Goals for the project:
New paintjob - Glossy red/black
Replace main switches (right/left click) with omron D2FC-F-7N
Replace cable with something thinner
Puretrak PerfectGlideHD mousefeet

Step 1: Painting
The tools. I had the black spraypaint laying around from when I played warhammer 40k, and I ran to the hardware store to find the other two cans.

Disassembly - took a screwdriver and a lot of prying to get the top off.
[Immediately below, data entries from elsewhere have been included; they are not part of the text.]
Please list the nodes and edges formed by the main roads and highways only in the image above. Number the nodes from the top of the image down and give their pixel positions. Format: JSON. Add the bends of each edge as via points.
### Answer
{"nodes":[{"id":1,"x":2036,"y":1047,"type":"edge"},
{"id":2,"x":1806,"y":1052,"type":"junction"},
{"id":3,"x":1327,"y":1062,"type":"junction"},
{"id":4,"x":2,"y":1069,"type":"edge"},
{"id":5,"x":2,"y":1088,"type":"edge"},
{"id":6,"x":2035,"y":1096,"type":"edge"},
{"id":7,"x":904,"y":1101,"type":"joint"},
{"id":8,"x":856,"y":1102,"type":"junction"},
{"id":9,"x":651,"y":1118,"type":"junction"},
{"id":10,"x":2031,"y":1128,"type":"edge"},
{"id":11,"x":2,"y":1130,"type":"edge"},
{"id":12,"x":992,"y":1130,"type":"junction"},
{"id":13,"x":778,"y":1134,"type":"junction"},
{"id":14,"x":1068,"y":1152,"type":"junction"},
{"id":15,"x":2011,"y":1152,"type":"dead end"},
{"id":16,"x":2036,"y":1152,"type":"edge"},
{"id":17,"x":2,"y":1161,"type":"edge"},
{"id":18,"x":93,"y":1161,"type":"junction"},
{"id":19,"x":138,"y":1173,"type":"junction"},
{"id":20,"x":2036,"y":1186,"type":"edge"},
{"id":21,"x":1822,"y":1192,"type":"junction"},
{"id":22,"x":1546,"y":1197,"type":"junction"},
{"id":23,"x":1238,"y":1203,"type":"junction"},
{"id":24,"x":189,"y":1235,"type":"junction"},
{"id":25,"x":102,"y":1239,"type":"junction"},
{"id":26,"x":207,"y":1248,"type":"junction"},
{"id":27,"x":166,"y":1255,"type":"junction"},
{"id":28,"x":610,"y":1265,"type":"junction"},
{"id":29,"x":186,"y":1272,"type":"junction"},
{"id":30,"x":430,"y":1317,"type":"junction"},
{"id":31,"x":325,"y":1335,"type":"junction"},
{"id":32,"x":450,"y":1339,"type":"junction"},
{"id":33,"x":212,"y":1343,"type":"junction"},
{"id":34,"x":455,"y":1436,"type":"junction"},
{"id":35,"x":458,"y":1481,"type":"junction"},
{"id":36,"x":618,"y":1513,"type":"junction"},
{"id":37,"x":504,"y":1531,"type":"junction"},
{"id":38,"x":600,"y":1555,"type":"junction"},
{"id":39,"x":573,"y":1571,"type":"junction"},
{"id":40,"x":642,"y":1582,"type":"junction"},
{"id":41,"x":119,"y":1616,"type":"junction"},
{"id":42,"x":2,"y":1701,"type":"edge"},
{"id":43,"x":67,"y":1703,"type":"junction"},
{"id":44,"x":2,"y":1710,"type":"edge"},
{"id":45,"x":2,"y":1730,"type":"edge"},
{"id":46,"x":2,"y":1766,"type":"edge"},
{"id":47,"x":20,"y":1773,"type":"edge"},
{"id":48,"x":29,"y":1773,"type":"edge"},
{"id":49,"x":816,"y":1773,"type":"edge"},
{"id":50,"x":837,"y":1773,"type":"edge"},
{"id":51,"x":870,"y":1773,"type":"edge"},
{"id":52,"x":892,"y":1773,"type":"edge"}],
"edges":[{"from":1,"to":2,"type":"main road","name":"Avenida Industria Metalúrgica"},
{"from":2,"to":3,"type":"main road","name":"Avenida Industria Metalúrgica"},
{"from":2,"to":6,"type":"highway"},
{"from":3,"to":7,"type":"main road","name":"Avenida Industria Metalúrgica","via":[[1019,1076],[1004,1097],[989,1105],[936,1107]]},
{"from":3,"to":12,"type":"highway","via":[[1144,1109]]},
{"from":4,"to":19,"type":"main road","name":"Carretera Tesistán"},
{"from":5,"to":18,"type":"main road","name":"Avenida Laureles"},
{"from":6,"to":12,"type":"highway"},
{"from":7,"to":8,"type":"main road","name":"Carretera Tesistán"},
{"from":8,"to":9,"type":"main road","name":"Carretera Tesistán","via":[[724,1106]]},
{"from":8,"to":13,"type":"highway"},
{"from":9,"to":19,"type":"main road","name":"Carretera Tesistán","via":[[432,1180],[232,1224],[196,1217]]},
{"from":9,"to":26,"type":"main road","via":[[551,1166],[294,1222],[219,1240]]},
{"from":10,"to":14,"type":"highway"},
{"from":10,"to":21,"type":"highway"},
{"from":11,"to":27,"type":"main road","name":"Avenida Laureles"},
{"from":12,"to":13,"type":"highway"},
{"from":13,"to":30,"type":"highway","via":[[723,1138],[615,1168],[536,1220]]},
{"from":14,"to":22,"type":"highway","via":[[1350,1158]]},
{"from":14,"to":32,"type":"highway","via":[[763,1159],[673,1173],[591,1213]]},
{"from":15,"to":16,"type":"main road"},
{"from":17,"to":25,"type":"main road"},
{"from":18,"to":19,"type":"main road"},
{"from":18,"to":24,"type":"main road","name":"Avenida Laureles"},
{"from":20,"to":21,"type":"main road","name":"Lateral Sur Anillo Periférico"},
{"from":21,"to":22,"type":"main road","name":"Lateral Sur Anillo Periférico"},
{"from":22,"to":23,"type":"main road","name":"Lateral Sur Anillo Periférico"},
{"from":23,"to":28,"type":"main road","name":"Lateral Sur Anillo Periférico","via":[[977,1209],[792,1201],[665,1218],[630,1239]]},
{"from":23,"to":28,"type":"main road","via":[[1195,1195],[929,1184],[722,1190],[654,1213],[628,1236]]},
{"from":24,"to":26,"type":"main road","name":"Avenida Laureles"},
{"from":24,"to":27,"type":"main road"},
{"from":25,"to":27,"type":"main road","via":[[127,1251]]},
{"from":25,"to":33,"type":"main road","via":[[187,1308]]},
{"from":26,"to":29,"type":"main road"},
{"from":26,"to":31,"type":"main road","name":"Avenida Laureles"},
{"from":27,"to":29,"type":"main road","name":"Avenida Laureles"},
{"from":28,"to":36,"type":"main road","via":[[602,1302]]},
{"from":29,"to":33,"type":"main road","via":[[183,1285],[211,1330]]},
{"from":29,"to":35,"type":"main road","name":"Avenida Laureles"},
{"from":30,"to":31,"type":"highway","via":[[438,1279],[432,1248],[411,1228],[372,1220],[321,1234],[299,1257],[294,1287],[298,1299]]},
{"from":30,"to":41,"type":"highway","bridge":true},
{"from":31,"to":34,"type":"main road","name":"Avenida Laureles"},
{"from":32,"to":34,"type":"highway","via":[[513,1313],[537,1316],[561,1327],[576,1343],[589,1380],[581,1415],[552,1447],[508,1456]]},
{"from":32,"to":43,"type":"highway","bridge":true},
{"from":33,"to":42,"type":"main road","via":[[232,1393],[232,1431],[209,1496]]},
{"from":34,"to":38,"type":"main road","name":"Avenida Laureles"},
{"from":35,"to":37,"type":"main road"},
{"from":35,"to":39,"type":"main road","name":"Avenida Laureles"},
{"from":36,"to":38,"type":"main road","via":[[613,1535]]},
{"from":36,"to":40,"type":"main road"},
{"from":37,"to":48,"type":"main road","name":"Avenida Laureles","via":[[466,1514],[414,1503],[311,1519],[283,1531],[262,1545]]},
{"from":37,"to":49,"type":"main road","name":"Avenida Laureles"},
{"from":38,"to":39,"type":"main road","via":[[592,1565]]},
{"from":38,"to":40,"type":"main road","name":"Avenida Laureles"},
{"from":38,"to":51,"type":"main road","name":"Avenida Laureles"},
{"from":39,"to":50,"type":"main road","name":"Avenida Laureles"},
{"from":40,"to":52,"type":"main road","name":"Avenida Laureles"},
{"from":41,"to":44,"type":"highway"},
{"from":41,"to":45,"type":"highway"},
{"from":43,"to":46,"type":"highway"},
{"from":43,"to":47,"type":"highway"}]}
Didn't break the clips though!

The WMO was dirty as hell, spent a good hour scrubbing everything off of it. With the mouse cleaned, Then I set to work. First was a black basecoat. Messed that up, so I sanded it down and tried again. Messed that up too. Sanded it down, tried again. Finally! But even with this, there were still a few scratches... oh well. Then a tiny bit of red accenting. Decided the mouse buttons would look better in red, so I painted them. Took some of of the design elements from this - gotta give credit where it's due!. http://tankiannam.blogspot.com/2006/12/ms-wheel-mouse-optical-new-paint-job.html
But even with the red accenting, it wasn't enough. The mouse felt empty. I needed something to put on there... A logo. But what?
Obviously this
biggrin.gif



As you can tell, the base coat was flat black. I used label sticker paper to print off a black and white OCN logo and an exacto knife to cut it out. Now for the painting! Took a TON of layers to achieve a nice solid red. Then, to keep the paint from bleeding, I took the acrylic gloss and layered it a bunch of times over the top of the shell. Final shell paint job!




Step 1: Done!

Step 2: Switches
Waiting for the switches to arrive from china. ETA: December 3rd - will post pics when they arrive, and when they're put in place.
EDIT: December 3rd, they're here from china!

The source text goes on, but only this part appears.